The soil being impregnated with a solution of the alkali salts, and acting like a wick, the salts naturally remain behind on the surface as the water evaporates, the process only stopping when the moisture in the soil is exhausted. We thus not infrequently find that after an unusually heavy rainfall there follows a heavier accumulation of alkali salts at the surface, while a light shower produces no perceptible permanent effect. We are thus taught that, within certain limits, the more water evaporates during the season the heavier will be the rise of the alkali; provided that the water is not so abundant as to leach the salts through the soil and subsoil into the subdrainage.

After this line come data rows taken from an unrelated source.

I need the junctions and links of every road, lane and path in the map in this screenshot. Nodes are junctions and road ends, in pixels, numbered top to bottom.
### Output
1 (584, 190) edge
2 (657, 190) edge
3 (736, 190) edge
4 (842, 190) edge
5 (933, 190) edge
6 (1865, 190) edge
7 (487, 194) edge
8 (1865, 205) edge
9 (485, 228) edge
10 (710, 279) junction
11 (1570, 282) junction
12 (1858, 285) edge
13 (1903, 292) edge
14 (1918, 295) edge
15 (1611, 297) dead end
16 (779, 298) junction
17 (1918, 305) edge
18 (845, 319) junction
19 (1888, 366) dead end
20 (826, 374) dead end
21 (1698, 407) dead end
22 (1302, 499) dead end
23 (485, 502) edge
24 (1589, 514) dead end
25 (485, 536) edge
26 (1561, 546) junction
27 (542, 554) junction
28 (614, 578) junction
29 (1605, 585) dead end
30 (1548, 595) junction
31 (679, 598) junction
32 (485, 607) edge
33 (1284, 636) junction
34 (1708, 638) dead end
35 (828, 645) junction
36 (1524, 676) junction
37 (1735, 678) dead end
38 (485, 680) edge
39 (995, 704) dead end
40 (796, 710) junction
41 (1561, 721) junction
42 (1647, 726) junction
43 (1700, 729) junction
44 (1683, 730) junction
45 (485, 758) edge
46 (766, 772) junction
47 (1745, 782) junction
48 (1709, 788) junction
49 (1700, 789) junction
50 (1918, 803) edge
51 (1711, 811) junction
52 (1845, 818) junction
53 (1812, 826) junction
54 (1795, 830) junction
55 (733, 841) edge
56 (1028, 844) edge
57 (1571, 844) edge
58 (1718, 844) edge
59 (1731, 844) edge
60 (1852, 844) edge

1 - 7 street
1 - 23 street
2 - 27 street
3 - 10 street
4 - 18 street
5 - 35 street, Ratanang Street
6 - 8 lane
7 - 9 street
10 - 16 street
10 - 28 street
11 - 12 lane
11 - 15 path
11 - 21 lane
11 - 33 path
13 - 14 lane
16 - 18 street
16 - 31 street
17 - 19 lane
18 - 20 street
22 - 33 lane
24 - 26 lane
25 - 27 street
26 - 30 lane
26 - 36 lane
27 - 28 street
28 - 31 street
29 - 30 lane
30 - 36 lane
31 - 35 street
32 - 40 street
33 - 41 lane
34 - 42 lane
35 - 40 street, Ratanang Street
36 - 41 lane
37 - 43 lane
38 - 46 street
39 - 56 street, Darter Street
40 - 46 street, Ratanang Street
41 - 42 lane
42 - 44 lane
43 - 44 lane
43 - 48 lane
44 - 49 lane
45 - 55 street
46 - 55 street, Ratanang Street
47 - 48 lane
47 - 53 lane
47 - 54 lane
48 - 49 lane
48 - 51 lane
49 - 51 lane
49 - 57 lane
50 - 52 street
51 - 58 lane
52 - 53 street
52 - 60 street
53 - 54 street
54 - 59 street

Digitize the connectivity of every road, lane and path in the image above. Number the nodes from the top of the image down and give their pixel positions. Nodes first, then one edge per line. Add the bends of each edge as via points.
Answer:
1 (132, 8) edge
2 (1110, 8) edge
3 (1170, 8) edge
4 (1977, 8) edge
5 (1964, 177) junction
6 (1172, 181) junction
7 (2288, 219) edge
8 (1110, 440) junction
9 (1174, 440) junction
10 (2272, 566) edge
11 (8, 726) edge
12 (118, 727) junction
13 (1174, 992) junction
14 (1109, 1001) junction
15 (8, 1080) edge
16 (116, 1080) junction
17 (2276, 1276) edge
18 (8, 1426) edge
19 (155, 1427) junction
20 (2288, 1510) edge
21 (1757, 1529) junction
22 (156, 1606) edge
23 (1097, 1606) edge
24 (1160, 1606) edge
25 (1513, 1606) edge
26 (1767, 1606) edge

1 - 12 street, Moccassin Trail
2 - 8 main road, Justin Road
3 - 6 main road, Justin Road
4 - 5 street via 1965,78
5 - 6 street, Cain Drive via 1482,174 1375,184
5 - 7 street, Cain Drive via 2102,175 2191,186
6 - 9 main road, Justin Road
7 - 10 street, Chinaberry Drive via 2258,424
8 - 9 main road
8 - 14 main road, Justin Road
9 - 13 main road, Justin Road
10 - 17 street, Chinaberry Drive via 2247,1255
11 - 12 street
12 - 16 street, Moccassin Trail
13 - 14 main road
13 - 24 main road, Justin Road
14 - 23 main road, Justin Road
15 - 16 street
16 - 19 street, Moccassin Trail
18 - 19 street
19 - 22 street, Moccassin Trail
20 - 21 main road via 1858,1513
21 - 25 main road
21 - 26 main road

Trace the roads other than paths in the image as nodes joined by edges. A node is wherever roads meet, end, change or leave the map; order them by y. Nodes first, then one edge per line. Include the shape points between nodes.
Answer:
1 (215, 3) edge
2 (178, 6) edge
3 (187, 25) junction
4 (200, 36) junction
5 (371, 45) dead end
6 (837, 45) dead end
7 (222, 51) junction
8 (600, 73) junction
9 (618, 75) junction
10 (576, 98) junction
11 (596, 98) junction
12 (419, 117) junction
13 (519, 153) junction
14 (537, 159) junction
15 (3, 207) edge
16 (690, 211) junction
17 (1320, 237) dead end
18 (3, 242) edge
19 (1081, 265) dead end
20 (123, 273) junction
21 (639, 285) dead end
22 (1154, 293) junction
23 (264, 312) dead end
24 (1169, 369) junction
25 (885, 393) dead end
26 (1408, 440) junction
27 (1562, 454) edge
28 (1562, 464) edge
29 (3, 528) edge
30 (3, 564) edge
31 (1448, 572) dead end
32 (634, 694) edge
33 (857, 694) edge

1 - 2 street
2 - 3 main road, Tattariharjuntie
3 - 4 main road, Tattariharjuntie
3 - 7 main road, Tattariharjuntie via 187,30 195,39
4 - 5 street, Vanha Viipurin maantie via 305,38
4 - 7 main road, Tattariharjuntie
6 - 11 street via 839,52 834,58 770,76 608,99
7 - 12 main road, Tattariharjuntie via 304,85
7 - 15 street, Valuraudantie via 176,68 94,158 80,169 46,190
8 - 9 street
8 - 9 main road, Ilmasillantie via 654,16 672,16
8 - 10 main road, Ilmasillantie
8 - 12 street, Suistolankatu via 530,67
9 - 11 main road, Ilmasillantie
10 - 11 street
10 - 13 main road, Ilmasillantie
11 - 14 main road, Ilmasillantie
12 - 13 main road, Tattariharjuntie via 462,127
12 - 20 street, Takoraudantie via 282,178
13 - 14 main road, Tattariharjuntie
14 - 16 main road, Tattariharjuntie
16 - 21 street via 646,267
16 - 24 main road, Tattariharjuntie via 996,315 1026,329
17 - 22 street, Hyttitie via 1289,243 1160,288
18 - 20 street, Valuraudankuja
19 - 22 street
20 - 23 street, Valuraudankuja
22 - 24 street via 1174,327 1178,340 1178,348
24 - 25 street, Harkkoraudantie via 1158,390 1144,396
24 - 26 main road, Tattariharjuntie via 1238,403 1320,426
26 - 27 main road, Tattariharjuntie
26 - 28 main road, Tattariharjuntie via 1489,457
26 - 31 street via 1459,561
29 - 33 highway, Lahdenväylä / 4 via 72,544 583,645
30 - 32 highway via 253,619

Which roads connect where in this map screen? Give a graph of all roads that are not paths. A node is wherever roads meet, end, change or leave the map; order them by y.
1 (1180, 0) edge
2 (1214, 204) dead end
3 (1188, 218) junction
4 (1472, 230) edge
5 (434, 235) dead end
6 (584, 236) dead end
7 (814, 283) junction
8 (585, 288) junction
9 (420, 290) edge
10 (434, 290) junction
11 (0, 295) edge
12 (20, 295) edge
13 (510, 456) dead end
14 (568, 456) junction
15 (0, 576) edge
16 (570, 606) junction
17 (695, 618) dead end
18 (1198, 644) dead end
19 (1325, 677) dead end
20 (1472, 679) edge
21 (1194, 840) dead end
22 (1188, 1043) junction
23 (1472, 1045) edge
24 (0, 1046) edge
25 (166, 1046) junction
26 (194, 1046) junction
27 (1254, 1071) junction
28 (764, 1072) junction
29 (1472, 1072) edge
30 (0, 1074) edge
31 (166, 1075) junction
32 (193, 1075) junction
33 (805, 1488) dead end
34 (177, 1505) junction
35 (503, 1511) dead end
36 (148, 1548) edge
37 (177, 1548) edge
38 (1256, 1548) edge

Leaky Irrigation ditches.—Worst of all, however, is the effect of irrigation ditches laid in sandy lands (such as are naturally predominant in arid regions), without proper provision against seepage. The ditch water then gradually fills up the entire substrata so far as they are permeable, and the water-table rises from below until it reaches nearly to the ditch level; shallowing the subsoil, drowning out the deep roots of all vegetation, and bringing close to the surface the entire mass of alkali salts previously diffused through many feet of substrata.
Surface and Substrata of Alkali Lands.—Aside from the desert proper, in the greater portion of the alkali country “alkali spots.” i. e. ground covered with saline efflorescences and showing little or no vegetation, are interspersed with larger areas apparently free from salts and covered with the ordinary vegetation of the region. A view of such country is given in a plate on a previous page. The alkali spots are usually somewhat depressed below the surrounding lands, and after rains remain covered with water for some time; the water frequently assuming a brown or blackish tint after standing.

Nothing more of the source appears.